Thanks to everyone for their replies.

[sq5rix]

It is great I could help
Greetings from Warsaw, Poland!
Tom

[KL27x]

FYI, I have looked at the MCP73831 datasheet, and it indeed has automatic shutdown if Vin < Vbat.

So if you can stand the voltage drop of a Schottky on Vbat you could, indeed, use a simple single diode solution.

The FET circuit in the link has the advantage of not having that bit of voltage drop. That's all it does, and it's a pretty long way to go for that. If you're feeding the battery into a linear regulator, anyway, this doesn't effect efficiency. Like I said, if you can stand to use a regulated 3V rather than 3.3V, then it would work just fine. One diode. Done.

All in all, the circuit in the link is very specific to purpose to the point of being borderline Rube Goldberg. If the load can operate at unregulated Vbat or 5V minus a Schottky, it will probably also run on unregulated Vbat minus a Schottky. Most any digital circuitry will operate just the same. Any DC converter or analog load would suffer only a small penalty from the small voltage drop of the Shottky. So overall, the circuit is pretty dumb, unless under specific circumstances where the voltage drop of a schottky really matters regarding efficiency/voltage of your battery output (max theoretical improvement of maybe 10% run time for certain loads and if attributing zero voltage drop in the FET; no real change in digitally controlled standby/low current modes), and where your pcb is already big enough where the multiple extra components don't matter to overall cost of components and assembly.

*Hold the phone.     The linked circuit is completely nonsensical to begin with. It provides a direct path of current from USB rail to the battery.
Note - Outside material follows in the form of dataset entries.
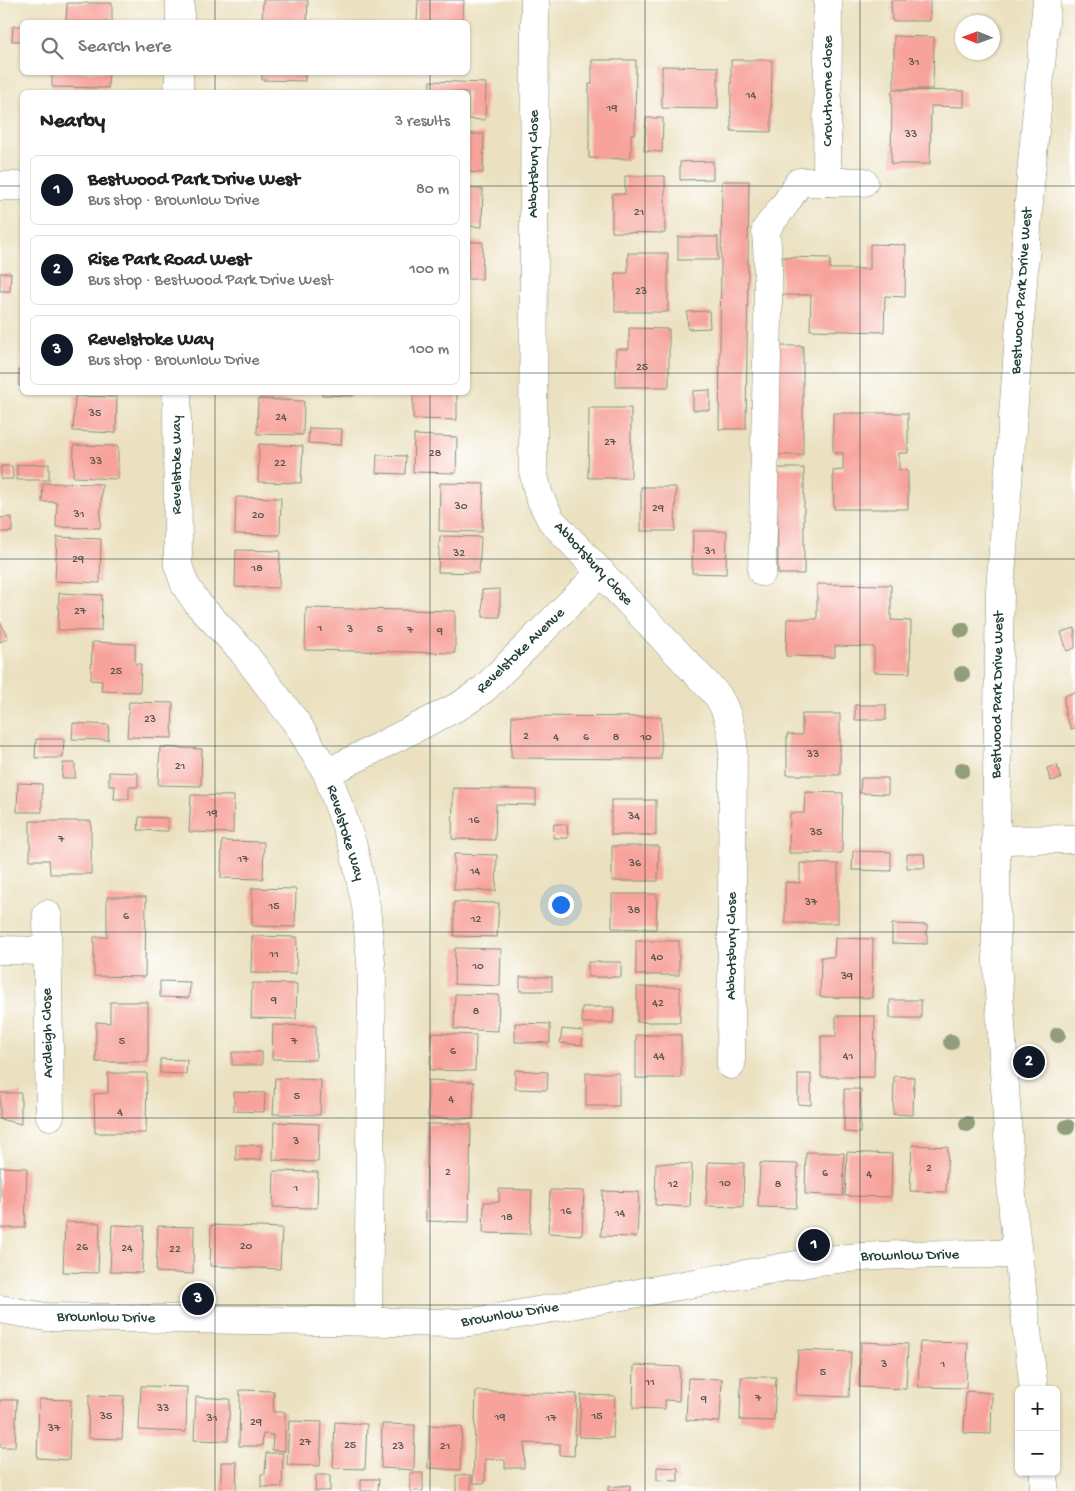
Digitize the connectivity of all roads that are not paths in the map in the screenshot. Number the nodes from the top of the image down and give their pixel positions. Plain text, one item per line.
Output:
1 (180, 0) edge
2 (534, 0) edge
3 (828, 0) edge
4 (1047, 0) edge
5 (180, 20) edge
6 (180, 75) edge
7 (179, 90) edge
8 (827, 182) junction
9 (864, 182) dead end
10 (0, 186) edge
11 (20, 186) edge
12 (177, 395) edge
13 (601, 572) junction
14 (762, 572) dead end
15 (327, 773) junction
16 (996, 840) junction
17 (1075, 840) edge
18 (47, 914) dead end
19 (0, 950) edge
20 (47, 951) junction
21 (731, 1065) dead end
22 (50, 1116) dead end
23 (1017, 1254) junction
24 (0, 1309) edge
25 (368, 1322) junction
26 (1034, 1386) edge

1 - 5 street
2 - 13 street, Abbotsbury Close
3 - 8 street, Crowthorne Close
4 - 16 street, Bestwood Park Drive West
6 - 7 street
8 - 9 street
8 - 14 street
10 - 11 street
12 - 15 street, Revelstoke Way
13 - 15 street, Revelstoke Avenue
13 - 21 street, Abbotsbury Close
15 - 25 street, Revelstoke Way
16 - 17 street
16 - 23 street, Bestwood Park Drive West
18 - 20 street, Ardleigh Close
19 - 20 street
20 - 22 street, Ardleigh Close
23 - 25 street, Brownlow Drive
23 - 26 street, Bestwood Park Drive West
24 - 25 street, Brownlow Drive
If USB rail minus shottky minus reverse FET diode junction > Vbat (which will be the usual case, barring a USB rail on the lower end of spec and a fully charged battery to begin with), the battery will be flooded by current from the USB rail (with the only limit being the output impedance of the rail, ESR of the battery, and ohm's law). If USB > ~4.8V, the battery will be killed, for sure --- Well, unless the charger IC can sink all that current, pulling down the entire USB power rail in the process. Depending on SoC on the battery, you could get up to a 1.5V potential, so obviously the USB port would automatically shutdown under typical circumstances (best case), even if the IC could do that. I could be wrong, and I often am, but I give this circuit two thumbs down. If you add a rectifier on the battery output (highly recommended), the FET and associated circuitry are completely redundant. Rube would be so proud.
 
Now, remove the redundant FET and gate circuitry, and you end up with my 2 diode solution. If you remove the unnecessary diode between USB 5+ and Vcc (because MCP78731 doesn't need it), you get my original single diode solution. Now, you may want to leave in the second diode, just in case your USB port/hub malfunctions or gets unplugged, and the rail drops below Vbat.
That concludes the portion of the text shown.